A las 9:15 llegamos a Santa Elena, lugar desde el que partirá la marcha 1 hora después; las sucesivas llegadas de autobuses y la gente que allí se encontraba desde que llegamos, hacían presagiar un día grande para la dormida revolución que este país necesita, y que con actos como éste, demuestra su posibilidad, incluso su necesidad (por qué, si somos capaces de organizar una marcha como esta, ¿que no seríamos capaces de hacer si la política – espectáculo desapareciera de la faz de la tierra, y los trabajadores, desde la autogestión, el apoyo mutuo y la solidaridad, empezáramos a tomar las riendas de nuestras vidas, dotándonos del sistema organizativo más acorde a los tiempos que corren, y sobre todo, galvanizado por los intereses y aspiraciones de la mayoría de la gente productiva de este país?).

A las 10:15 comenzó el camino desde Santa Elena de la Columna Andalucía, con una participación real de más de 600 personas durante todo el trayecto, y una organización excelente, que nos iba dotando de agua y seguridad durante el mismo, con una facilidad asombrosa para una persona que ha participado en sólo esta marcha en toda su vida (iba todo pensado al milímetro).

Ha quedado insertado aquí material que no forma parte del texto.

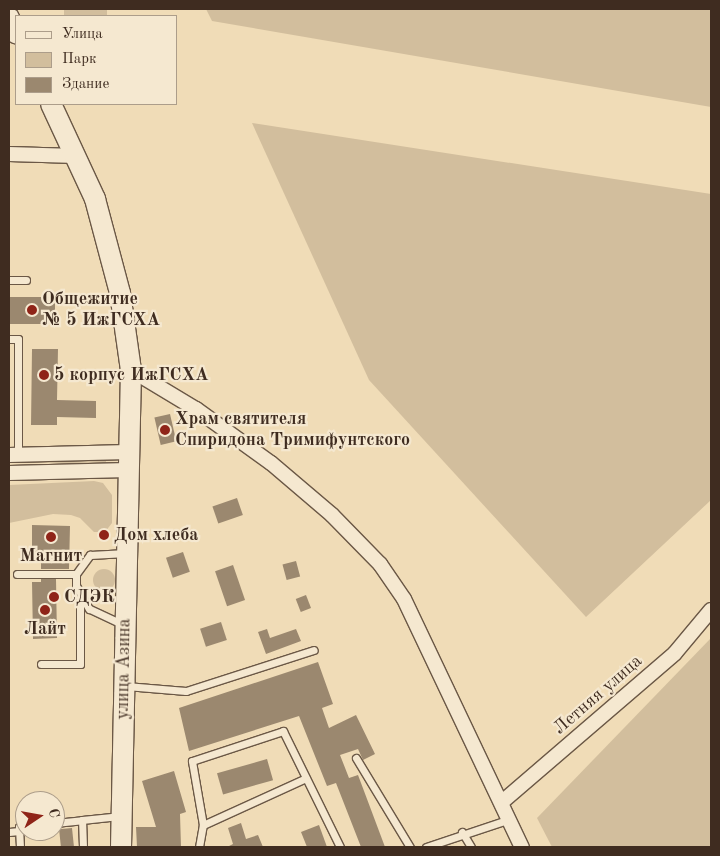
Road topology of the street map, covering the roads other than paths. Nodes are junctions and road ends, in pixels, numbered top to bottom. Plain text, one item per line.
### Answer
1 (9, 18) edge
2 (15, 31) edge
3 (51, 105) edge
4 (9, 154) edge
5 (76, 156) junction
6 (9, 280) edge
7 (26, 280) dead end
8 (9, 339) edge
9 (131, 370) junction
10 (14, 454) edge
11 (128, 461) junction
12 (9, 473) edge
13 (126, 553) junction
14 (16, 574) dead end
15 (76, 574) junction
16 (80, 597) junction
17 (711, 610) edge
18 (125, 625) junction
19 (314, 650) dead end
20 (41, 664) dead end
21 (124, 686) junction
22 (356, 758) dead end
23 (306, 778) junction
24 (502, 802) junction
25 (122, 816) junction
26 (510, 819) junction
27 (82, 820) junction
28 (65, 822) edge
29 (203, 825) junction
30 (462, 832) junction
31 (83, 847) edge
32 (122, 847) edge
33 (200, 847) edge
34 (340, 847) edge
35 (410, 847) edge
36 (426, 847) edge
37 (471, 847) edge
38 (522, 847) edge

1 - 2 street
3 - 5 street, улица Азина
4 - 5 street
5 - 9 street, улица Азина
6 - 7 lane
8 - 10 lane
9 - 11 street, улица Азина
9 - 24 street
10 - 11 street
11 - 12 street
11 - 13 street, улица Азина
13 - 15 lane
13 - 18 street, улица Азина
14 - 15 lane
15 - 16 lane
16 - 18 lane
16 - 20 lane
17 - 24 street, Летняя улица
18 - 21 street, улица Азина
19 - 21 lane
21 - 25 street, улица Азина
22 - 35 lane
23 - 29 lane
23 - 29 lane
23 - 34 lane
24 - 26 street
25 - 27 lane
25 - 32 street, улица Азина
26 - 30 lane
26 - 38 street
27 - 28 lane
27 - 31 lane
29 - 33 lane
30 - 36 lane
30 - 37 lane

Como es natural, un grupo de personas que nos considerábamos anarcosindicalistas, nos juntamos con nuestras banderas, y empezamos a corear consignas propias (¡Muerte al Estado, y viva la Anarquía!; ¡Juan Carlos I, de Franco es heredero!; ¡Unión, acción, autogestión!; y la que más gracia me hacía, por hacerla cerca de un viejecito de IU que cada vez que la cantábamos se indignaba e intentaba, con su sóla voz, callar las gargantas de los anarcosindicalistas que gritaban, una y otra vez: ¡Susana y Valderas, también tienen tijeras!, aludiendo a los recortes que desde la Junta de Andalucía la entente PSOE – IU impone a los andaluces, que no votaron, sobre todo a ésta última, para que realizara esas políticas antiobreras y entreguistas desde el poder constituído.

Durante el camino, debemos reseñar la única nota triste de la jornada: como Cañamero, aprovechándose de su tirón mediático y facilidad de palabra, se autoproclamó representante de la Columna Andalucía, para hablar con los periodistas de Canal Sur, cuando todos sabíamos que ni siquiera había sido nombrado portavoz de su sindicato en la reunión preparatoria de la marcha.

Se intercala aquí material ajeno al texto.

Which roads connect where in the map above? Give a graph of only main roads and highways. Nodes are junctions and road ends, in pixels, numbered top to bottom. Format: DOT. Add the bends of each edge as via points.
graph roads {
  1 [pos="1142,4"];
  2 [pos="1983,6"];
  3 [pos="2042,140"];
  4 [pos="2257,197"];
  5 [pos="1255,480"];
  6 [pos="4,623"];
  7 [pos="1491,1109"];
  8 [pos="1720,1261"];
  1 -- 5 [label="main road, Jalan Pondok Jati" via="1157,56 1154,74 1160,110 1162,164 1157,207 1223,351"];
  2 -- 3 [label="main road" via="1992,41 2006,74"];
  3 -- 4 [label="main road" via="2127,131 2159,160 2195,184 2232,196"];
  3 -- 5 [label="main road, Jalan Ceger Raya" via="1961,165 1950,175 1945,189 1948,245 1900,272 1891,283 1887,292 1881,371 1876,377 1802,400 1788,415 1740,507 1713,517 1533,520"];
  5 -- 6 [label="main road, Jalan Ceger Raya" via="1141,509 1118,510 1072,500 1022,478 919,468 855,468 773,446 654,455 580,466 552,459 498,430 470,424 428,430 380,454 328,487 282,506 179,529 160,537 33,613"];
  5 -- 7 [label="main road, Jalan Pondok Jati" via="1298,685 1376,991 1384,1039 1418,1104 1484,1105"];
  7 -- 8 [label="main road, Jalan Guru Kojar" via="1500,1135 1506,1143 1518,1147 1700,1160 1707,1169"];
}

Después de más de 6 horas caminando, y tras más de 35 kilómetros recorridos sin parar, a un ritmo bastante alto de marcha, llegamos a Almuradiel, donde nos recibieron compañeros de USTEA y de IU del pueblo, que nos obsequiaron con unas deliciosas migas, vino, agua y refrescos para todos los caminantes.

En conclusión, dejando de lado el incidente de Cañamero, una jornada bonita de lucha y unidad, que nos hace revivir la consigna del 34 en Asturias: ¡Uníos, Hermanos Proletarios!